FD03 and FD08 run alternate, extended routes during Saturday and Sunday. FD03 extends to Gunung Anyar Mangrove Park, and FD08 extends to Adventureland Romokalisari.

=== Route Alterations ===

- FD01 was launched with a route that was run to the entrance of Gelora Bung Tomo, before it was altered to extend into Sumberrejo on 29 July 2023. FD01 then was upgraded to a Suroboyo Bus route at November 15 2025.
- FD02 was launched with a route that ended in Embong Wungu. On 9 March 2023, the route was extended, and now terminates in Balaikota. FD02 was also altered to run through Kupang Segunting street on 24 October 2024
- FD03 was launched with a route that ended in Kedung Asem, with an accompanying FD04 that connected at the terminus of FD03 to extend towards Gunung Anyar. On 29 July 2023, FD04 was merged into FD03, with the merged FD04 routing being altered to bypass Wonorejo and Medokan Ayu.
- FD04 was formerly a route that ran from Kedung Asem to Gunung Anyar. After FD03 and FD04 was merged, the route number sat dormant, before being reactivated in 23 September serving SIER - Kota Lama.
- FD05 was launched with a route that started in Mayjend. HR Muhammad street and passed through Pattimura street, before it was altered to bypass Pattimura and go through Darmo Permai III street at 19 May 2023. It was eventually extended from HR. Muhammad to PNR Mayjend Sungkono at 1 March 2024.
- FD05 was also launched with a routing that turned straight into Pradah Indah street, before it was extended to Bundaran PTC on 12 August 2023. It was then extended to Mayjend Jono Soewojo street on 1 March 2024. From 8 January 2026, FD05 bypasses the Bundaran PTC extension on the return route (FD05B) to PNR Mayjend Sungkono.
- At the terminus of FD05, it initially went through Univesitas Ciputra and UC Loop, before the routing was cut short to Puspa Raya on 1 March 2023. The route was re-extended through UC Loop on 13 October 2024. The route was further extended to RSUD Bakti Dharma Husada starting 8 January, 2026.
- FD07 formerly launched with a route that ended just short of Surabaya Pasar Turi station. The route was extended to enter Surabaya Pasar Turi on 12 August 2023.
- FD08 was formerly a Suroboyo Bus route that operated from TIJ to TOW. The route was then downgraded to a Wirawiri route then split up into FD06 (TIJ-Lakarsantri) and FD08 (UNESA-TOW).
- FD12 was launched in the 1st of January 2026 after taking over the former route of Trans Semanggi Suroboyo corridor 3L.

== Fleet ==
At present, Wirawiri Suroboyo operates a mix of Daihatsu Gran Max's and Toyota Hiace's that have been converted by Sugity Creatives.

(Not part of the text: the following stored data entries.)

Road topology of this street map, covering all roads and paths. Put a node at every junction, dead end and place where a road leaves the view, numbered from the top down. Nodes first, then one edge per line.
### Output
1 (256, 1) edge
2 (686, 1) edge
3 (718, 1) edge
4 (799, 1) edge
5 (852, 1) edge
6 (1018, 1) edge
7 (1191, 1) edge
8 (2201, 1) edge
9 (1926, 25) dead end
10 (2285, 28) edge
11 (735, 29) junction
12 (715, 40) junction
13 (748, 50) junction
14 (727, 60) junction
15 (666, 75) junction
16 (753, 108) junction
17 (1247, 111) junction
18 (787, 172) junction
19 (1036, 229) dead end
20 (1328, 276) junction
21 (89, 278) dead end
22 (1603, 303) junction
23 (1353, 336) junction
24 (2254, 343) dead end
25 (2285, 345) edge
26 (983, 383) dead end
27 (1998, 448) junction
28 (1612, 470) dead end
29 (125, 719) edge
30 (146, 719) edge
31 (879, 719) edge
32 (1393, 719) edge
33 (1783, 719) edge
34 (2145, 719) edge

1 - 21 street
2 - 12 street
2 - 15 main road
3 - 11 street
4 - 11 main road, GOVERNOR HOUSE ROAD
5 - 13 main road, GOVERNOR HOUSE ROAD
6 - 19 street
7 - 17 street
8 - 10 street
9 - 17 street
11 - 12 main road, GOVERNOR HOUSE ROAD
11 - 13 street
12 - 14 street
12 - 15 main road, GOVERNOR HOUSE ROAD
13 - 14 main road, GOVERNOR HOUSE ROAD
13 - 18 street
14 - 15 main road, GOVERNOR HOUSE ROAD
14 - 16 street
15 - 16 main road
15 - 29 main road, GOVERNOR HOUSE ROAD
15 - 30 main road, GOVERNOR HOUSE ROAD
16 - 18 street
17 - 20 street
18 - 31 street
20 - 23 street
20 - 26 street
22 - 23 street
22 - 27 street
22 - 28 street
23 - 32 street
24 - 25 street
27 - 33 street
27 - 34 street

== Payment and Integration ==
Wirawiri Suroboyo accepts payments via QRIS and electronic payment cards. QRIS Tap and GOBIS tickets may be accepted in certain lines. Wirawiri Suroboyo follows Suroboyo Bus' fares of IDR 5,000 for the general public and IDR 2,500 for students.

== History ==
The concept of a feeder service that is integrated with the existing Suroboyo Bus service has been proposed since mid 2022 as a replacement for city angkot lines. Initially, 36 units were allocated by the end of 2022, and unit allocation increased to 52 by 2023.

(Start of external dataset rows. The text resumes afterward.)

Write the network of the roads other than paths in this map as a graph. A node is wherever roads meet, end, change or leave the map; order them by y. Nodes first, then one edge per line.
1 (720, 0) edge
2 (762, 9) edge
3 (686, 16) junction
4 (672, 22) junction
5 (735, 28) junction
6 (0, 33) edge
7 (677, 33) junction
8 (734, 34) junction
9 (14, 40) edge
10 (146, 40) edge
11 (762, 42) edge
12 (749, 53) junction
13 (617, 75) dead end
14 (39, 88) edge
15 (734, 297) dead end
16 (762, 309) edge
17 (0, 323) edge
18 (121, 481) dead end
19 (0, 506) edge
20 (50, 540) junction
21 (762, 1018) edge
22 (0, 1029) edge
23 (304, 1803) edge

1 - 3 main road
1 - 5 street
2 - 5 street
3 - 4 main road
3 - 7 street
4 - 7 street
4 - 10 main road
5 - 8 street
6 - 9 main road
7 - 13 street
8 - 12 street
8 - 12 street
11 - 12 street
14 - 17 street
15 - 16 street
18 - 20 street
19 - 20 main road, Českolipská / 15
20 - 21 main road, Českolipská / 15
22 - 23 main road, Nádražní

Wirawiri Suroboyo was launched on the 3rd of March, 2023. It was launched with 5 lines. It initially had 14 Hiace units seating 14 passengers, and 38 Grand Max units seating 10 passengers.

During the 2024 ASEAN U-19 Boys Championship in Surabaya, Wirawiri Suroboyo minibuses were provided as a free shuttle service between TIJ and Gelora Bung Tomo stadium.

== Incidents ==

- At 19 September, 2024, a Wirawiri Gran Max unit serving corridor FD03 plunged into the Gunung Anyar river in between Medokan Sawah Timur and UPNVJT. The driver was purportedly conducting an evasive maneuver after a motorcyclist had cut in front of the minibus. The driver suffered minor injuries, whilst three other passengers did not suffer any.
- During the August 2025 Indonesian protests, multiple Wirawiri Suroboyo lines had to be redirected and eventually halted prematurely before 20.35 WIB on August 29. Service resumed normally on August 30.